Noureddine RAMDI / onnxmltools: a Python toolkit for converting ML models to ONNX format

Created Mon, 04 May 2026 10:23:02 +0000 Modified Sat, 23 May 2026 20:41:27 +0000

onnx/onnxmltools

Model interoperability remains a persistent challenge in machine learning workflows. You train a model in one framework, but deploying it efficiently often means translating it to a format that your target runtime supports. ONNX (Open Neural Network Exchange) has become a de facto standard for this purpose. The onnx/onnxmltools repository offers a Python toolkit dedicated to converting models from popular ML frameworks into ONNX format, smoothing the path between training and deployment.

what onnxmltools does and how it works

At its core, onnxmltools is a Python library that provides converters to transform trained machine learning models from frameworks like scikit-learn, XGBoost, LightGBM, and others into the ONNX model format. ONNX itself is an open standard for representing machine learning models, designed to facilitate interoperability across frameworks and runtimes.

The repository supports a range of model conversion scenarios, primarily focusing on classic machine learning models rather than deep learning networks (which are often handled by other ONNX tools). The library acts as a bridge, enabling you to take a model trained in Python’s rich ML ecosystem and export it into a standardized ONNX graph.

Under the hood, onnxmltools relies on the ONNX Python API and the ONNX-ML extension, which extends ONNX with additional operators suited for classical ML models. This is why the environment variable ONNX_ML=1 is required when installing from source — it enables the ML-specific operators.

The codebase is primarily Python, fitting naturally into existing Python-based ML pipelines. It is not a runtime or a heavy dependency but rather a utility tool that complements the ONNX ecosystem.

why onnxmltools stands out technically

onnxmltools is notable for its broad framework coverage and pragmatic approach to model conversion. Instead of focusing on just one framework, it supports a variety of classical ML models across popular tools. This makes it a handy utility when dealing with heterogeneous ML stacks.

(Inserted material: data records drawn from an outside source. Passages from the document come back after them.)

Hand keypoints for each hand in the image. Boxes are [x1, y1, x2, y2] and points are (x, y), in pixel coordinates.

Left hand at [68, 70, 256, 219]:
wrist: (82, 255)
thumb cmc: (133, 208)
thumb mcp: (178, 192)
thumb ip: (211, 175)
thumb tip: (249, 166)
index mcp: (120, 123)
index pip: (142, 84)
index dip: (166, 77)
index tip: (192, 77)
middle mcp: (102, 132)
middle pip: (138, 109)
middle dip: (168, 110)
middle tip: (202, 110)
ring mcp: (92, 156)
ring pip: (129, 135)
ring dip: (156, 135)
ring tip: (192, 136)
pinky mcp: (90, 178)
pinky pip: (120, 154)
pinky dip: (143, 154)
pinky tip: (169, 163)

The design is modular, with converters organized per framework. This modularity simplifies adding support for new model types or frameworks over time. The tradeoff is that maintaining converters for many frameworks can be complex, especially since each framework evolves independently.

The code quality aligns with typical Python ML tooling: clear, well-structured, and relying on established ONNX APIs. However, it requires some domain knowledge about ONNX and ML model internals to troubleshoot or extend.

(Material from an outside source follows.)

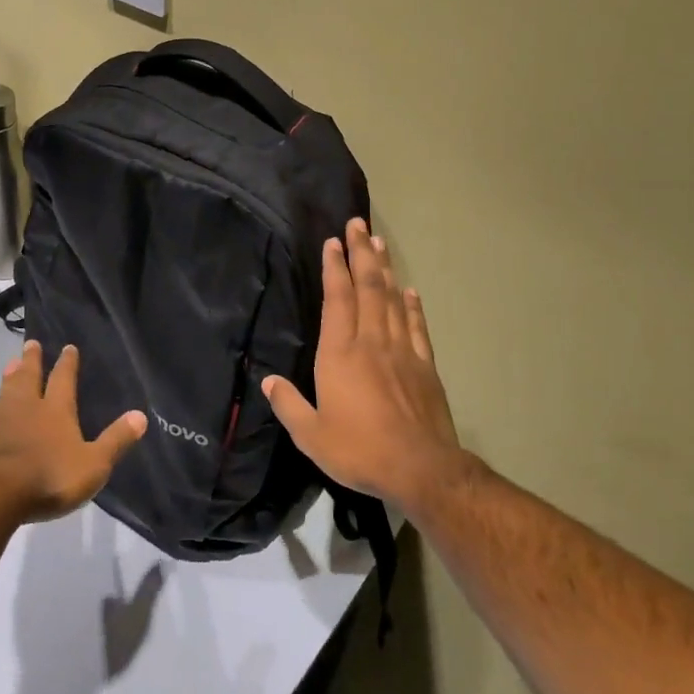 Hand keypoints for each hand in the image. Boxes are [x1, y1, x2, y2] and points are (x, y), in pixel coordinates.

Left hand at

A key limitation is that onnxmltools is focused on conversion rather than training or inference. It doesn’t provide runtime optimizations or model validation beyond what ONNX tooling offers. In production, this means you still need an ONNX runtime or compatible system to execute the exported models.

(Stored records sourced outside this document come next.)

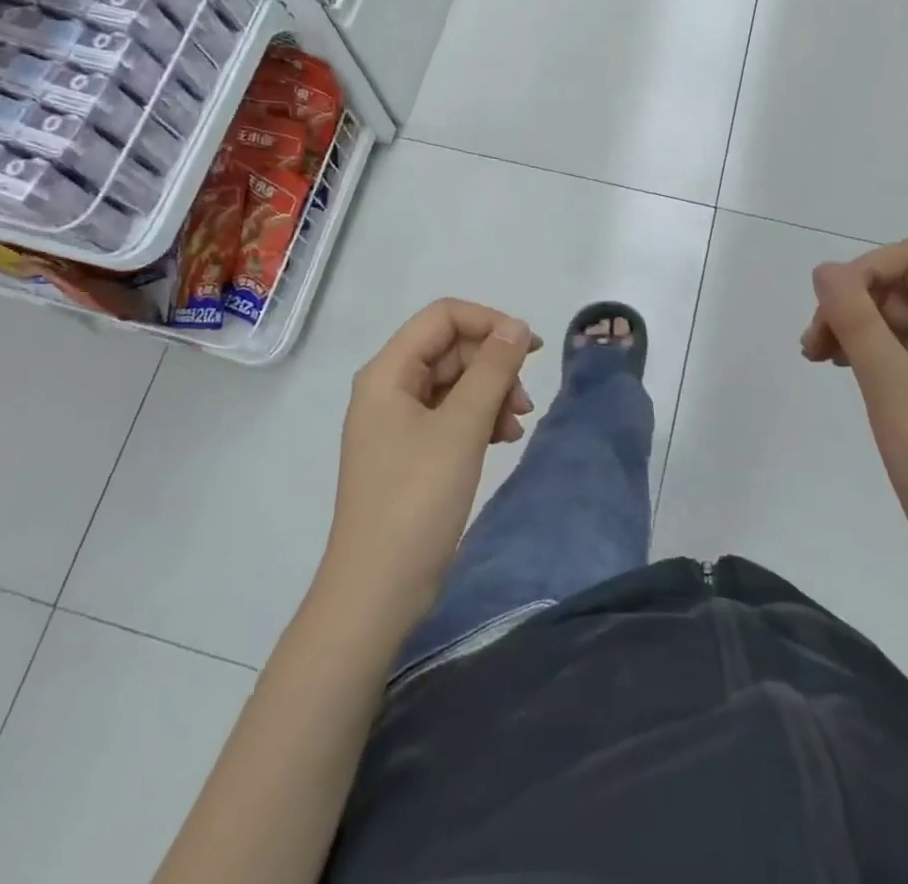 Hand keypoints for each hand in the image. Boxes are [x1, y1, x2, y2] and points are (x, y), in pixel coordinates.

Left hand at [322, 300, 540, 630]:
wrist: (378, 591)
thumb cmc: (416, 499)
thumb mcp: (461, 427)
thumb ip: (492, 369)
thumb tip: (517, 326)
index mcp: (388, 372)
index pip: (443, 316)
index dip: (489, 322)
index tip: (529, 349)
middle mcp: (389, 388)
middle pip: (451, 349)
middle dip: (494, 366)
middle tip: (525, 402)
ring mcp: (399, 421)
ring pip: (456, 382)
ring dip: (492, 394)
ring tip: (517, 426)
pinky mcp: (411, 451)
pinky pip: (451, 414)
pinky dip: (480, 420)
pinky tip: (502, 440)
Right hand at [801, 238, 907, 604]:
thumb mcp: (894, 387)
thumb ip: (857, 321)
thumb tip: (824, 269)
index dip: (868, 268)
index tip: (832, 306)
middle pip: (900, 286)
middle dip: (852, 301)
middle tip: (814, 342)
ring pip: (891, 318)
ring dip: (850, 325)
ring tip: (814, 356)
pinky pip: (893, 350)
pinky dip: (861, 350)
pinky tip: (836, 368)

Also, some advanced model features or custom layers may not convert cleanly, which is a common challenge in model export tools. Users should validate the converted model outputs carefully.

quick start with onnxmltools

You can install onnxmltools directly from PyPi with a simple pip command:

pip install onnxmltools

Alternatively, if you want the latest source version, install it from GitHub:

pip install git+https://github.com/onnx/onnxmltools

Note that if you install from source, you must set the environment variable ONNX_ML=1 before installing the onnx package to enable ONNX-ML operators.

Once installed, using onnxmltools typically involves importing the appropriate conversion function for your model type and calling it with your trained model instance. For example, converting a scikit-learn model looks like this:

from onnxmltools import convert_sklearn
from onnxmltools.convert.common.data_types import FloatTensorType

# Assume clf is your trained sklearn model
initial_type = [('input', FloatTensorType([None, input_dim]))]
onnx_model = convert_sklearn(clf, initial_types=initial_type)

with open("model.onnx", "wb") as f:
    f.write(onnx_model.SerializeToString())

This snippet shows how the conversion requires specifying the input data types and shapes to build a valid ONNX graph.

who should consider using onnxmltools

onnxmltools is a solid choice if you have classical ML models trained in Python frameworks and want to export them to ONNX for deployment or interoperability. Its support for multiple frameworks makes it versatile in mixed environments.

It’s not aimed at deep learning model conversion — for those, tools like ONNX Runtime or framework-specific exporters are more appropriate.

The library plays well with the ONNX ecosystem but assumes some familiarity with ONNX concepts. If you are looking for a plug-and-play inference engine or a training framework, onnxmltools is not the tool for that.

In summary, onnxmltools fills a practical niche in the ML tooling chain by handling model format translation. It’s a utility you reach for when you need to bridge frameworks, not when you need to build or optimize models from scratch. Keep in mind the usual caveats about conversion fidelity — always validate your ONNX models before production use.